Feldman und die menschliche Stimme ­– das ist eine großartige Synthese, die vielleicht nur noch mit der Vokalität bei Luigi Nono vergleichbar ist. Das Mosaikhafte instrumentaler Klangfiguren wird in Elemental Procedures für die Solo-Stimme aufgehoben. Die Arretierungen des Feldman’schen Formatierens gelten hier nur für die Summtöne des Chors und die Instrumental-Interjektionen. Die Solostimme schwebt über dem Geschehen in teils extremer Höhe, bricht aber nicht in expressive Bereiche ein.
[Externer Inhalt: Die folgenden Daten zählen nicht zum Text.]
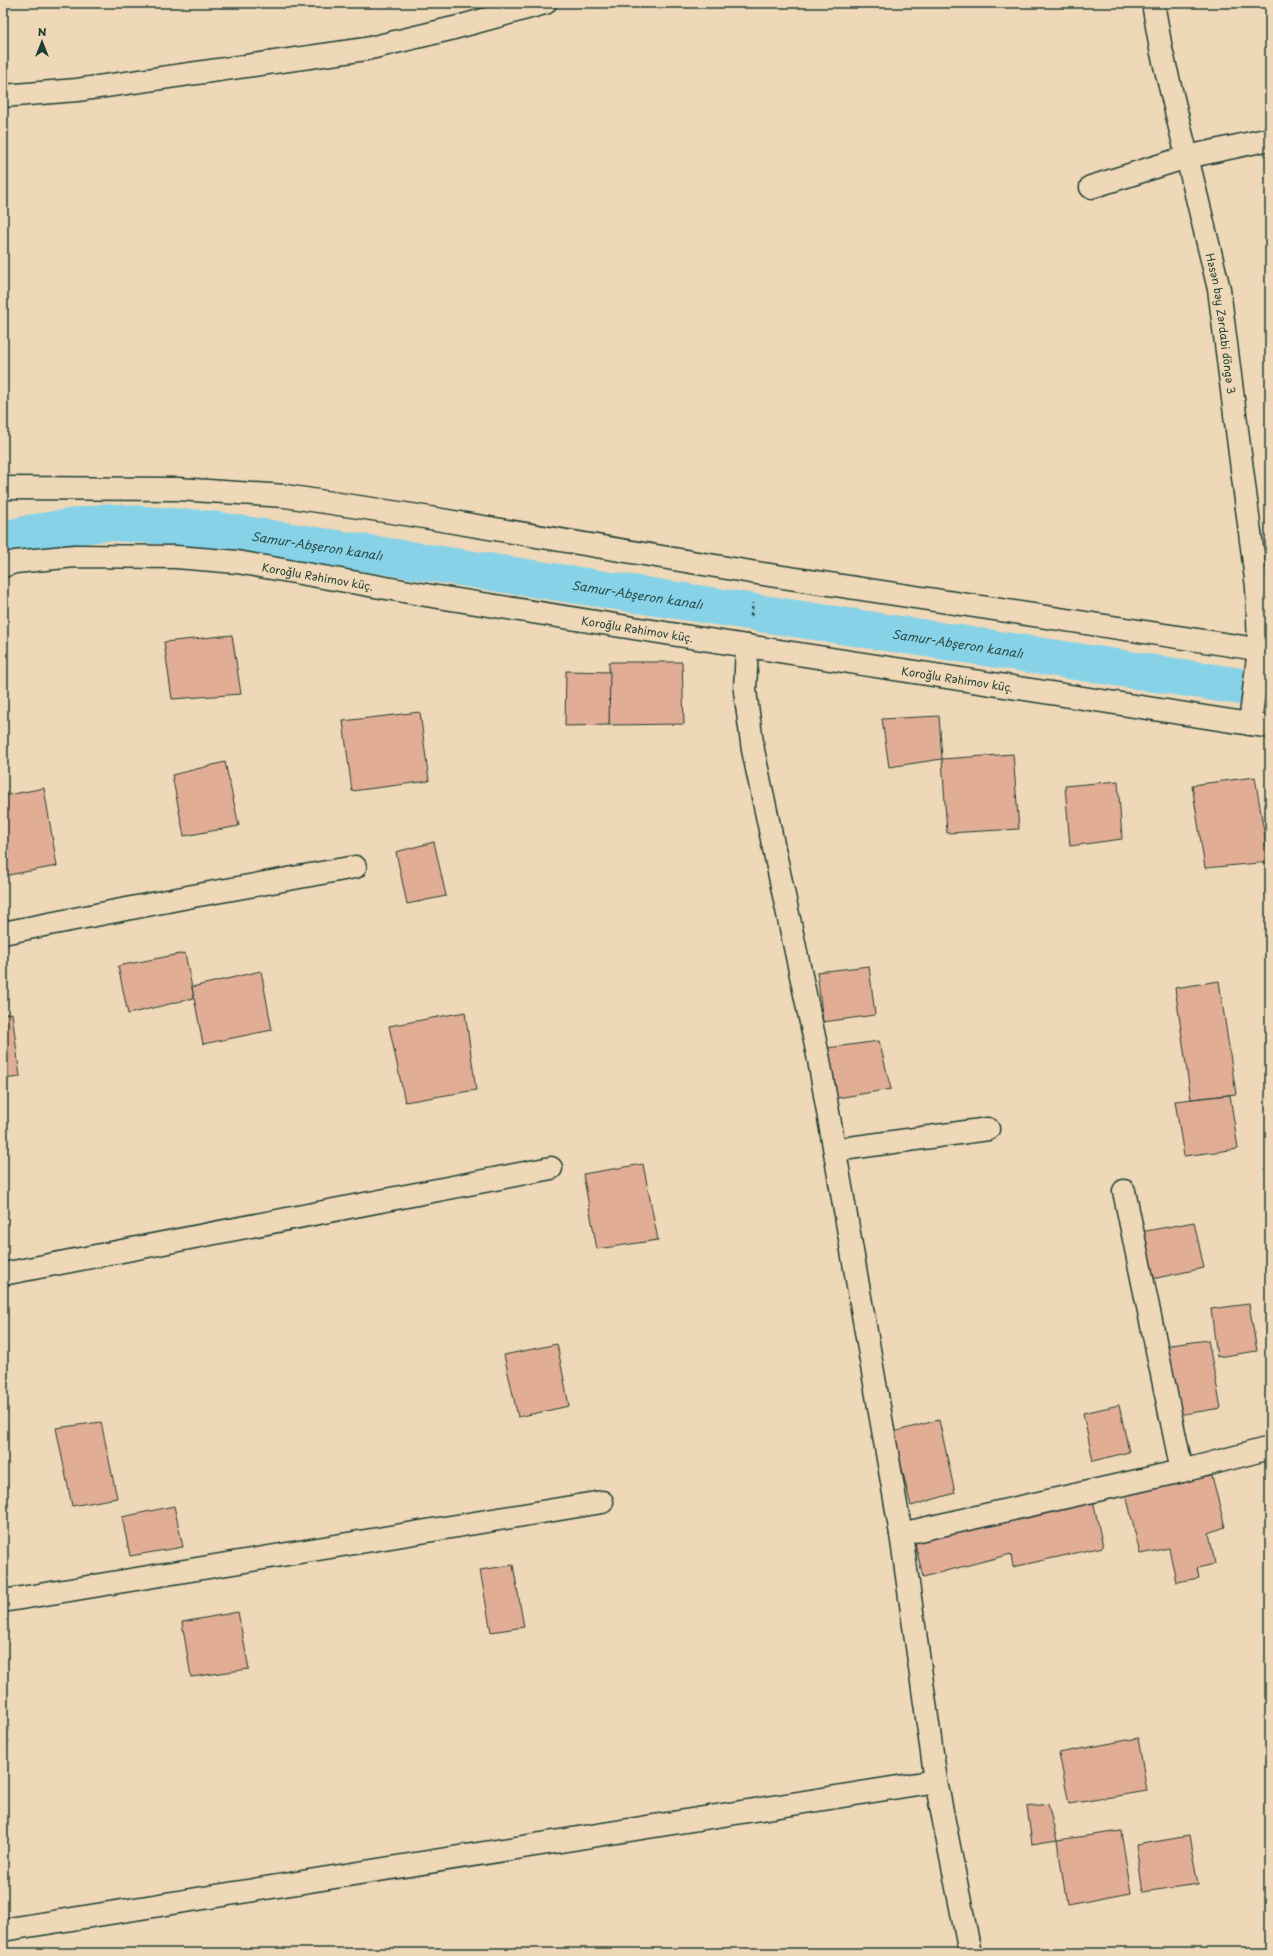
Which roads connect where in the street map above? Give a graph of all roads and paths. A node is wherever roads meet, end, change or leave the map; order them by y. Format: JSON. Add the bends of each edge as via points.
{"nodes":[{"id":1,"x":545,"y":3,"type":"edge"},
{"id":2,"x":1153,"y":3,"type":"edge"},
{"id":3,"x":3,"y":96,"type":"edge"},
{"id":4,"x":1270,"y":139,"type":"edge"},
{"id":5,"x":1187,"y":157,"type":"junction"},
{"id":6,"x":1091,"y":187,"type":"dead end"},
{"id":7,"x":3,"y":488,"type":"edge"},
{"id":8,"x":3,"y":566,"type":"edge"},
{"id":9,"x":757,"y":573,"type":"junction"},
{"id":10,"x":747,"y":646,"type":"junction"},
{"id":11,"x":1265,"y":650,"type":"edge"},
{"id":12,"x":1260,"y":725,"type":"edge"},
{"id":13,"x":355,"y":867,"type":"dead end"},
{"id":14,"x":3,"y":933,"type":"edge"},
{"id":15,"x":988,"y":1129,"type":"dead end"},
{"id":16,"x":835,"y":1150,"type":"junction"},
{"id":17,"x":551,"y":1168,"type":"dead end"},
{"id":18,"x":1124,"y":1191,"type":"dead end"},
{"id":19,"x":3,"y":1274,"type":"edge"},
{"id":20,"x":1270,"y":1448,"type":"edge"},
{"id":21,"x":1182,"y":1471,"type":"junction"},
{"id":22,"x":602,"y":1502,"type":"dead end"},
{"id":23,"x":901,"y":1534,"type":"junction"},
{"id":24,"x":3,"y":1602,"type":"edge"},
{"id":25,"x":936,"y":1781,"type":"junction"},
{"id":26,"x":3,"y":1930,"type":"edge"},
{"id":27,"x":970,"y":1953,"type":"edge"}],
"edges":[{"from":1,"to":3,"type":"street","via":[[366,49],[77,90]]},
{"from":2,"to":5,"type":"street","name":"Həsən bəy Zərdabi döngə 3","via":[[1161,49]]},
{"from":4,"to":5,"type":"street"},
{"from":5,"to":6,"type":"street"},
{"from":5,"to":11,"type":"street","name":"Həsən bəy Zərdabi döngə 3","via":[[1219,288]]},
{"from":7,"to":9,"type":"street","via":[[178,489],[285,496]]},
{"from":8,"to":10,"type":"street","name":"Koroğlu Rəhimov küç.","via":[[15,562],[75,556],[176,557],[237,562]]},
{"from":9,"to":10,"type":"path"},
{"from":9,"to":11,"type":"street"},
{"from":10,"to":12,"type":"street","name":"Koroğlu Rəhimov küç."},
{"from":10,"to":16,"type":"street","via":[[745,691],[753,750],[820,1060]]},
{"from":11,"to":12,"type":"street","name":"Həsən bəy Zərdabi döngə 3"},
{"from":13,"to":14,"type":"street"},
{"from":15,"to":16,"type":"street"},
{"from":16,"to":23,"type":"street"},
{"from":17,"to":19,"type":"street"},
{"from":18,"to":21,"type":"street"},
{"from":20,"to":21,"type":"street"},
{"from":21,"to":23,"type":"street"},
{"from":22,"to":24,"type":"street"},
{"from":23,"to":25,"type":"street"},
{"from":25,"to":26,"type":"street"},
{"from":25,"to":27,"type":"street"}]}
Dennoch ist eine Art physio-haptischer Nachdruck gegeben, der etwa der Nono’schen Sphären-Vokalität fehlt. Kurzfristig singt die Solostimme gar textiert.
Routine Investigations, ein Sextett für Holzbläser, tiefe Streicher und Klavier, ist am ehesten Studie: ein Raster perpetuierlicher Bewegungen, die auf kurzer Strecke auch in den beiden anderen Stücken auftauchen.
Die Herausforderung der extremen Höhe samt minimierter Lautstärke ist im Gesang an mancher Stelle zu bemerken, obwohl Claudia Barainsky und die anderen Musiker alle Schwierigkeiten exzellent meistern. Man spürt, welchen Normalitäten solche stehend-bewegte Sachtheit abgerungen ist. Der Chor und das Orchester bieten unter Peter Rundels Leitung blendend Ausgehörtes und lassen das Feldman’sche Gehen ohne sich zu bewegen in nachdrücklicher Dezenz erscheinen.